In Business Model, Internet Access, Mobile, Spectrum

It is not as clear, now, as it will eventually be, that the telecom business is entering a period of uncertainty as great as any it has faced in the past, principally because the industry business model is becoming increasingly uncertain. That is not to say the issues are insurmountable; only to note that uncertainty arguably is growing, not decreasing.

Fundamentally, the issues can be summed up in the phrase “dumb pipe,” which more accurately should be phrased “low value, low profit margin dumb pipe,” which is the business consequence of value shifting elsewhere in the communications, app and content ecosystems.

And 5G is not going to be an exception. Indeed, some mobile executives believe 5G really will be different from prior mobile generations, in terms of business model.

Most significantly, the business case is more speculative. “No customers will need 5G for current services,” said Telenor CEO Sigve Brekke. Note the phrase: “No customers will need 5G,” at least in terms of current services.

So the clear implication is that new use cases will have to be created, as they do not already exist. Some will say that was substantially the case for 3G and 4G as well, and that also is substantially true.

The difference is that 5G will face 4G networks that offer hundreds of megabits per second to gigabit levels of internet access bandwidth, plus voice and messaging.

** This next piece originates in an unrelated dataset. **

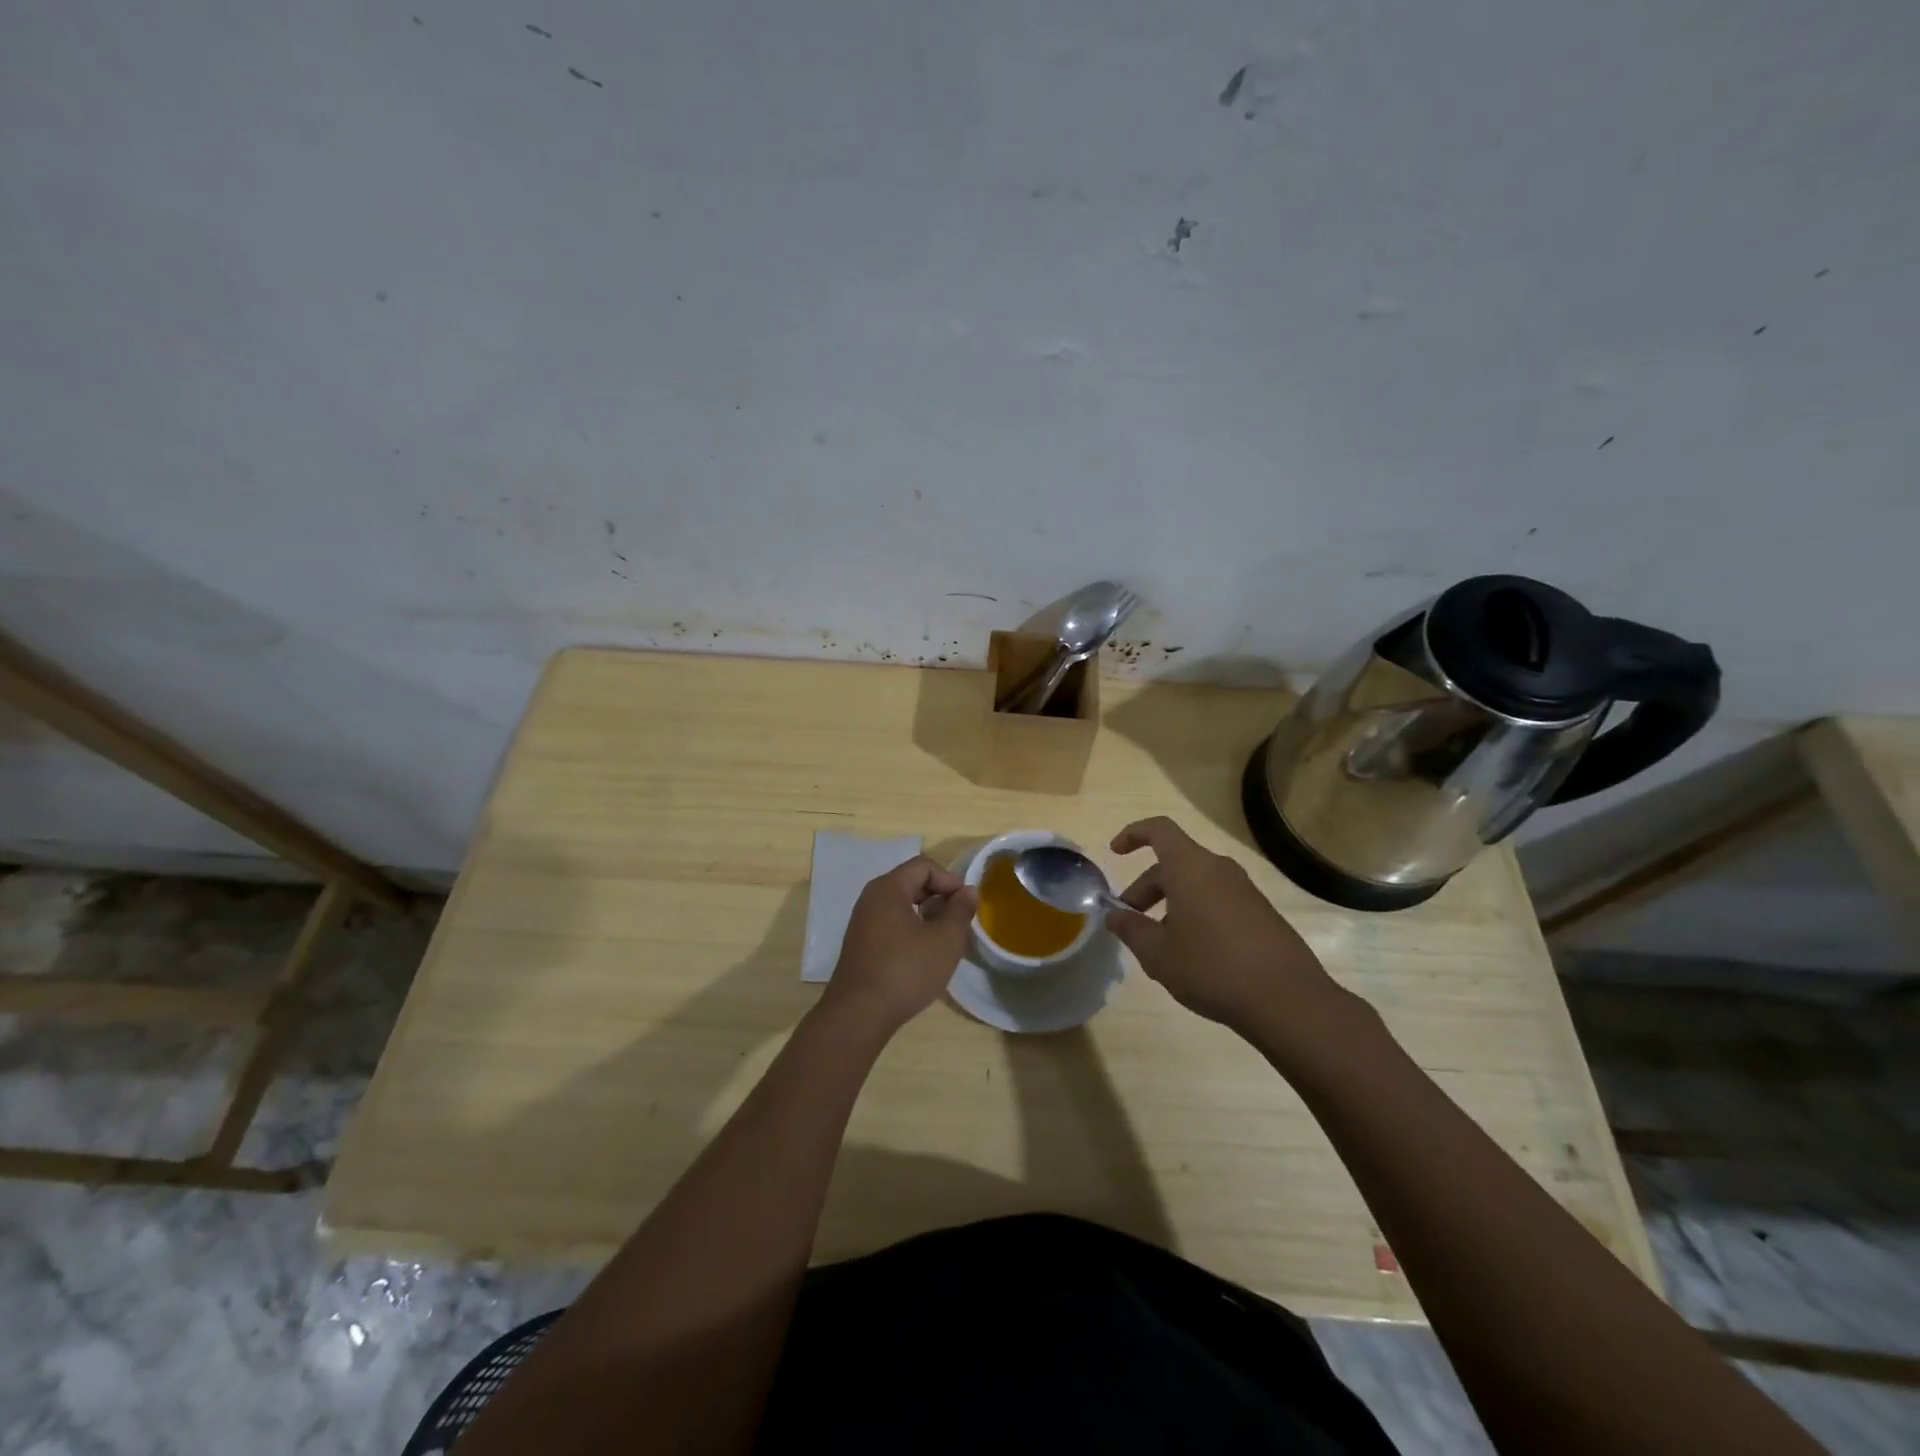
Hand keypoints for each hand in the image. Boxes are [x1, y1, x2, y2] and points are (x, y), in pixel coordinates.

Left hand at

So it is hard to see what big new unmet need exists to be filled by 5G.

That, in a nutshell, is why many believe 5G will succeed or fail as it is able to create huge new use cases and revenue streams based on services purchased by enterprises to support internet of things apps. In other words, 5G will be the first mobile generation whose success and value hinges on services for “non-human users.”

Also significantly, Brekke believes 5G will be quite different from prior generations in another sense: where mobile-only deployments were possible in the past, 5G will require ownership of fixed network assets.

The reason: dense networks of small cells, with extraordinary requirements for backhaul, will increase the cost of backhaul services in the mobile business model. At the same time, one clear new use case for 5G–its use as a consumer gigabit-speed internet access platform–requires such dense small cell networks.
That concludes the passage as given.